The movie was Anne Aubrey's first appearanace for Warwick Films. The company put her under long-term contract.

Filming began on 2 April 1957. However, as early as November 1956 Gilling was filming plane footage.

==Release==
The film had a Gala World Premiere on 12 September 1957 at the Empire, Leicester Square. Released in England during Battle of Britain Week, High Flight did not fare well with critics. The film was a commercial success, leading to a studio re-release in 1961.

== Reception ==
===Box office===
In 1959 Irving Allen said Warwick Productions lost money on the film.

===Critical===
Variety wrote "Some rather stirring final air sequences save this... from utter mediocrity."

The Monthly Film Bulletin wrote:

Saddled with an absurd story concerning an irascible air cadet and a Wing Commander with a guilt complex, High Flight never really recovers from its banal central situation; also its emphasis on the glamour and high jinks of R.A.F. life sometimes gives it the appearance of a gaudy recruiting poster. Neither is the playing especially convincing: Ray Milland gives a tired and curiously strained performance, while Kenneth Haigh is made to repeat the more tiresome characteristics of his stage Jimmy Porter. The flying scenes, however, are entirely praiseworthy, being expertly shot and, in the concluding scenes, notably well composed for the wide screen.

Flight magazine noted that the aviation theme dominated, with 40 minutes of film time devoted to flying sequences.

In British Sound Films: The Studio Years 1928–1959 David Quinlan rated the film as "average", writing: "Superb flying scenes fail to compensate for ridiculous plot."

Later reviewers commented that the film was "... well written and acted. Lots of authentic jet flying sequences".
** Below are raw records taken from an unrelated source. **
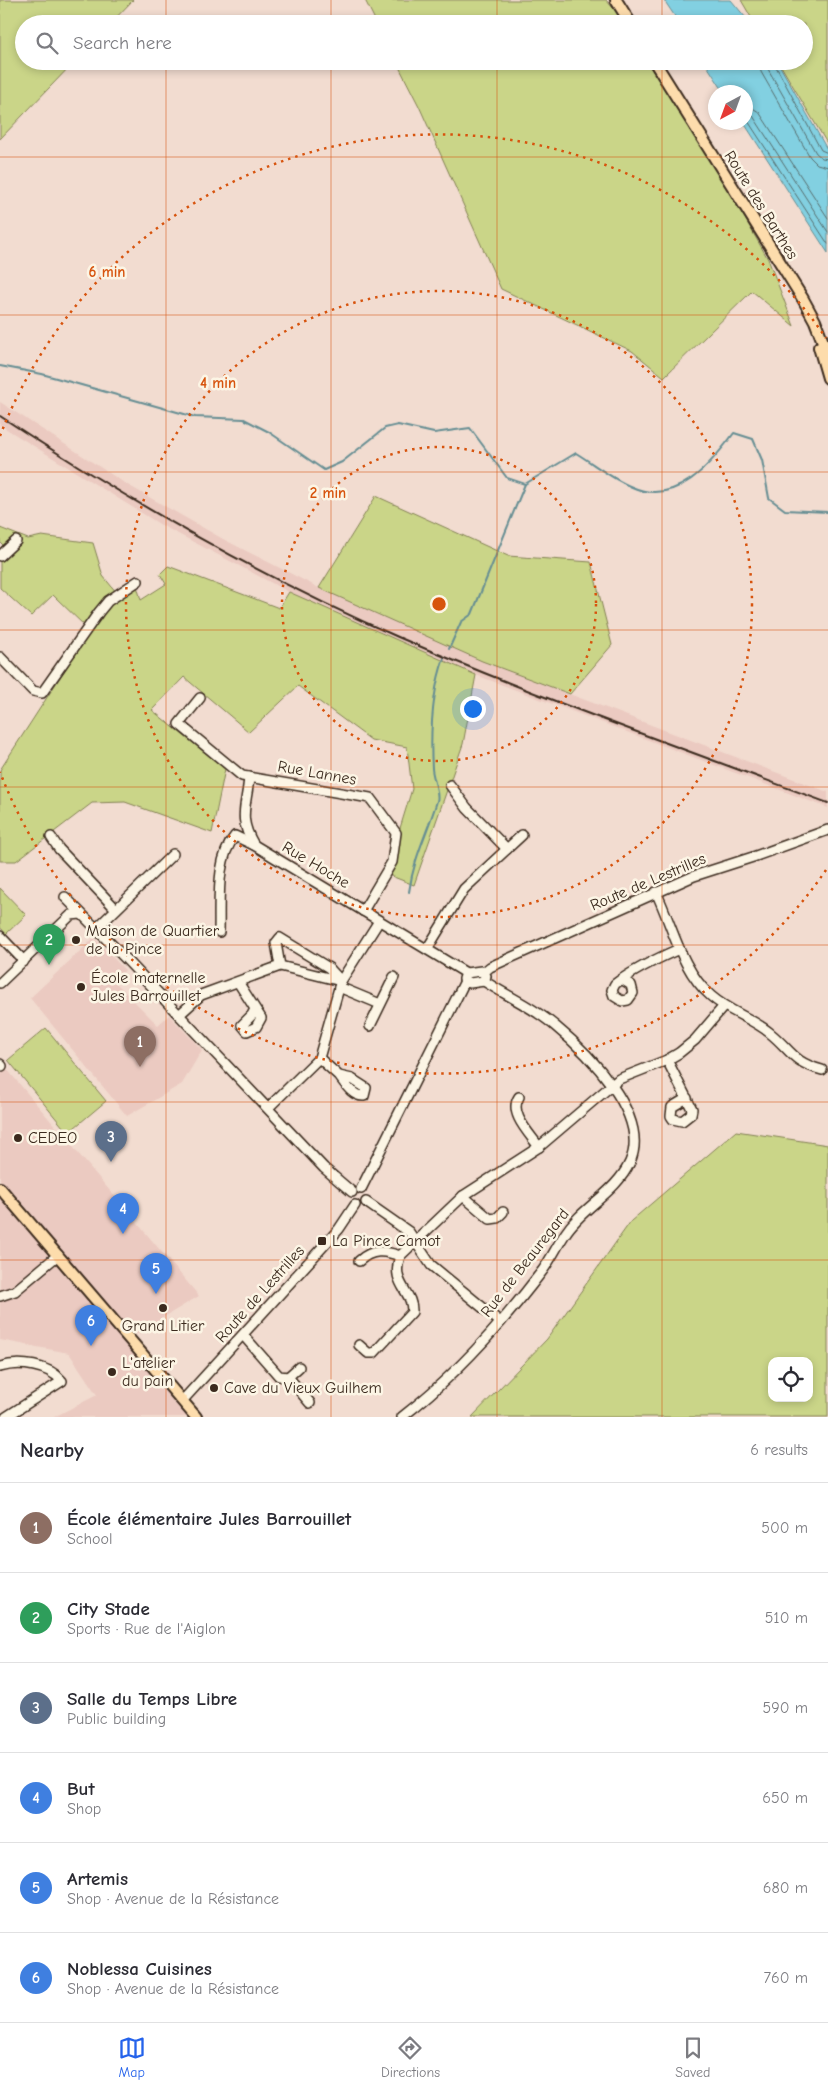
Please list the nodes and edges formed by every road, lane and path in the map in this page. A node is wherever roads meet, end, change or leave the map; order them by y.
1 (616, 0) edge
2 (625, 15) edge
3 (660, 70) edge
4 (795, 288) junction
5 (828, 355) edge
6 (828, 372) edge
7 (16, 541) dead end
8 (0, 556) edge
9 (138, 581) dead end
10 (0, 657) edge
11 (200, 698) dead end
12 (249, 777) junction
13 (450, 786) dead end
14 (828, 830) edge
15 (522, 835) dead end
16 (51, 838) dead end
17 (254, 845) junction
18 (507, 849) junction
19 (173, 854) dead end
20 (656, 892) junction
21 (65, 897) dead end
22 (116, 909) junction
23 (362, 911) junction
24 (81, 914) junction
25 (379, 921) junction
26 (97, 928) junction
27 (219, 932) dead end
28 (0, 936) edge
29 (680, 949) junction
30 (427, 950) junction
31 (24, 961) junction
32 (280, 966) junction
33 (484, 976) junction
34 (394, 977) dead end
35 (465, 977) junction
36 (624, 980) dead end
37 (238, 982) junction
38 (0, 983) edge
39 (340, 984) junction
40 (380, 1004) junction
41 (724, 1006) junction
42 (255, 1008) dead end
43 (179, 1014) junction
44 (370, 1026) dead end
45 (319, 1058) junction
46 (667, 1060) junction
47 (822, 1070) dead end
48 (339, 1076) dead end
49 (612, 1085) junction
50 (519, 1097) dead end
51 (687, 1098) dead end
52 (268, 1108) junction
53 (539, 1147) junction
54 (0, 1188) edge
55 (361, 1189) junction
56 (352, 1192) junction
57 (463, 1196) junction
58 (366, 1202) junction
59 (354, 1205) junction
60 (503, 1212) dead end
61 (415, 1240) junction
62 (58, 1255) junction
63 (400, 1256) junction
64 (360, 1261) dead end
65 (0, 1296) edge
66 (499, 1322) junction
67 (243, 1335) junction
68 (359, 1345) dead end
69 (0, 1367) edge
70 (299, 1367) dead end
71 (288, 1377) junction
72 (182, 1400) junction
73 (310, 1403) dead end
74 (6, 1417) edge
75 (196, 1417) edge
76 (402, 1417) edge

1 - 2 main road
3 - 4 main road, Route des Barthes
4 - 5 main road, Route des Barthes
4 - 6 main road, Route des Barthes
7 - 8 street
9 - 10 street
11 - 12 street, Rue Lannes
12 - 17 street
12 - 23 street, Rue Lannes
13 - 18 street
14 - 20 street, Route de Lestrilles
15 - 18 street
16 - 22 street
17 - 23 street, Rue Hoche
17 - 27 street, Rue Hoche
18 - 30 street
19 - 22 street
20 - 29 street
20 - 33 street, Route de Lestrilles
21 - 24 street
22 - 26 street
23 - 25 street, Rue Hoche
24 - 26 street
24 - 31 street
25 - 30 street, Rue Hoche
25 - 39 street
26 - 43 street
28 - 31 street
29 - 36 street
29 - 41 street
30 - 35 street, Rue Hoche
31 - 38 street
32 - 37 street
32 - 39 street
32 - 39 street
33 - 35 street
33 - 49 street, Rue de Beauregard
34 - 40 street
35 - 55 street
37 - 42 street
37 - 43 street
39 - 40 street
39 - 45 street
40 - 44 street
41 - 46 street
41 - 47 street
43 - 52 street
45 - 48 street
45 - 52 street
46 - 49 street
46 - 51 street
49 - 53 street
49 - 66 street, Rue de Beauregard
50 - 53 street
52 - 56 street
53 - 57 street
54 - 62 main road
55 - 56 street
55 - 58 street
56 - 59 street
57 - 60 street
57 - 61 street
58 - 59 street
58 - 61 street
59 - 67 street, Route de Lestrilles
61 - 63 street
61 - 66 street
62 - 65 street
62 - 72 main road
63 - 64 street
63 - 68 street
66 - 76 street, Rue de Beauregard
67 - 71 street
67 - 72 street, Route de Lestrilles
69 - 74 street
70 - 71 street
71 - 73 street
72 - 75 main road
Leonard Maltin wrote: " (a) stale British drama of recruits in training for the RAF ... Last reel, in the air, (was the) only exciting part."

Filmink wrote "the movie is of interest today for plane buffs and the plot’s similarities to Top Gun with Kenneth Haigh as the cocky Tom Cruise figure. There was no romance. Depart from formula at your peril!"
== Home video release ==
Although rarely seen on television and at times the US version, only in black and white, is broadcast, a DVD in colour is now available.